A wise man once said, “There’s no such thing as a selfless good deed.” That man was Joey Tribbiani, a beloved fictional character from the sitcomFriends.”

Throughout high school, students are encouraged to do as much community service as possible because it looks good on college and scholarship applications. There are even high school clubs, like the National Honor Society, that come up with volunteer work to do together. In college, many groups require their members to volunteer in some sort of campus event or for some sort of charity. For example, sororities have to be active in events for their philanthropies or else they lose their benefits.

These are great ways to keep students involved in the community and to motivate them to do some good for others while still working on their own future, which is the priority.
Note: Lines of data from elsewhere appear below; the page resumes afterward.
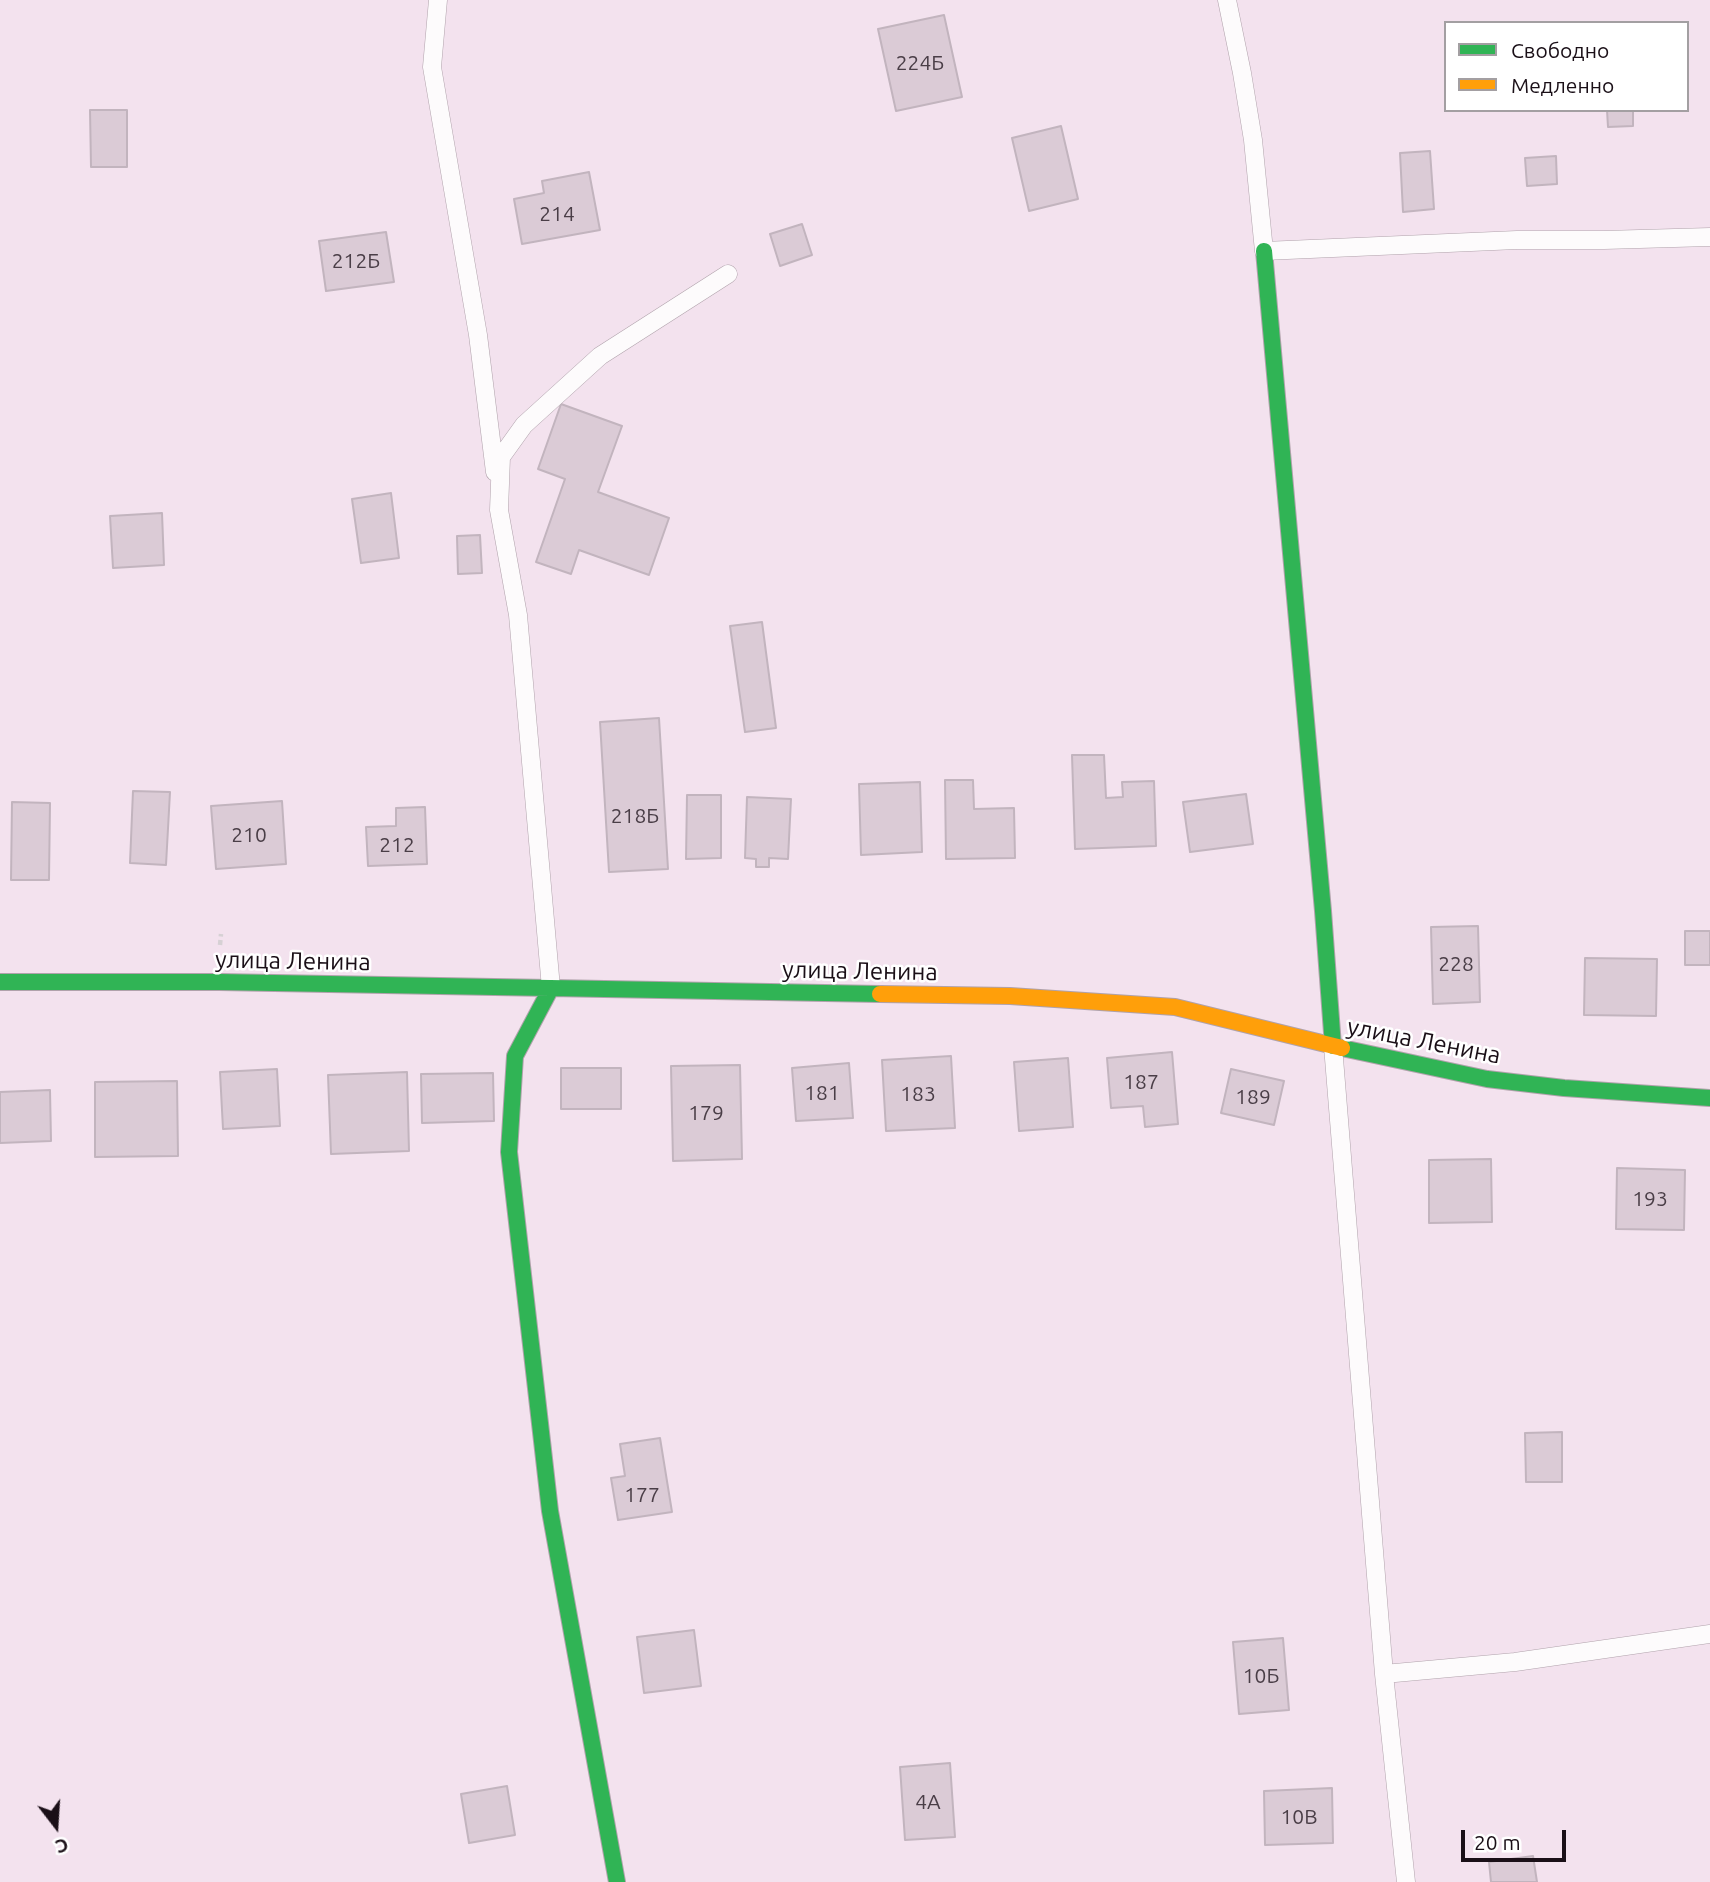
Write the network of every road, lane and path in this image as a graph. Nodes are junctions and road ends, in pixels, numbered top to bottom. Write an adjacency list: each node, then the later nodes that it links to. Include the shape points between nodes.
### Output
1 (438, 0): 6 (lane, via 432,67 478,335)
2 (1227, 0): 4 (lane, via 1253,140)
3 (1710, 237): 4 (lane)
4 (1264, 251): 9 (main road)
5 (728, 274): 6 (lane, via 600,356 524,425 501,457)
6 (499, 510): 8 (lane, via 518,615)
7 (0, 982): 8 (main road, улица Ленина)
8 (551, 988): 9 (main road, улица Ленина, via 1010,996 1175,1007); 13 (main road, via 515,1056 509,1152 550,1511)
9 (1333, 1046): 10 (main road, улица Ленина, via 1488,1079); 12 (lane)
10 (1710, 1098)
11 (1710, 1634): 12 (lane, via 1516,1662)
12 (1384, 1674): 14 (lane)
13 (617, 1882)
14 (1406, 1882)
Unfortunately, we’ve been conditioned to do charitable work or volunteer work for the sake of getting something out of it. Even when doing little things, like donating change at Panda Express or taking clothes to the DI, people usually only do it because they expect to get a tax break.

When we finish high school and college, many of us will stop volunteering because, let’s face it, life gets busy. This isn’t a bad thing — not having time to volunteer doesn’t make you a bad person. It’s still important we volunteer as much as we can, however the truth is we make time for the things we truly care about and volunteering should be one of those things.

Volunteering brings people in the community together. When you volunteer in your community, you’re connecting yourself to the people around you in a positive and productive way. You’re getting to know people you might not have otherwise known and you’re making them happy.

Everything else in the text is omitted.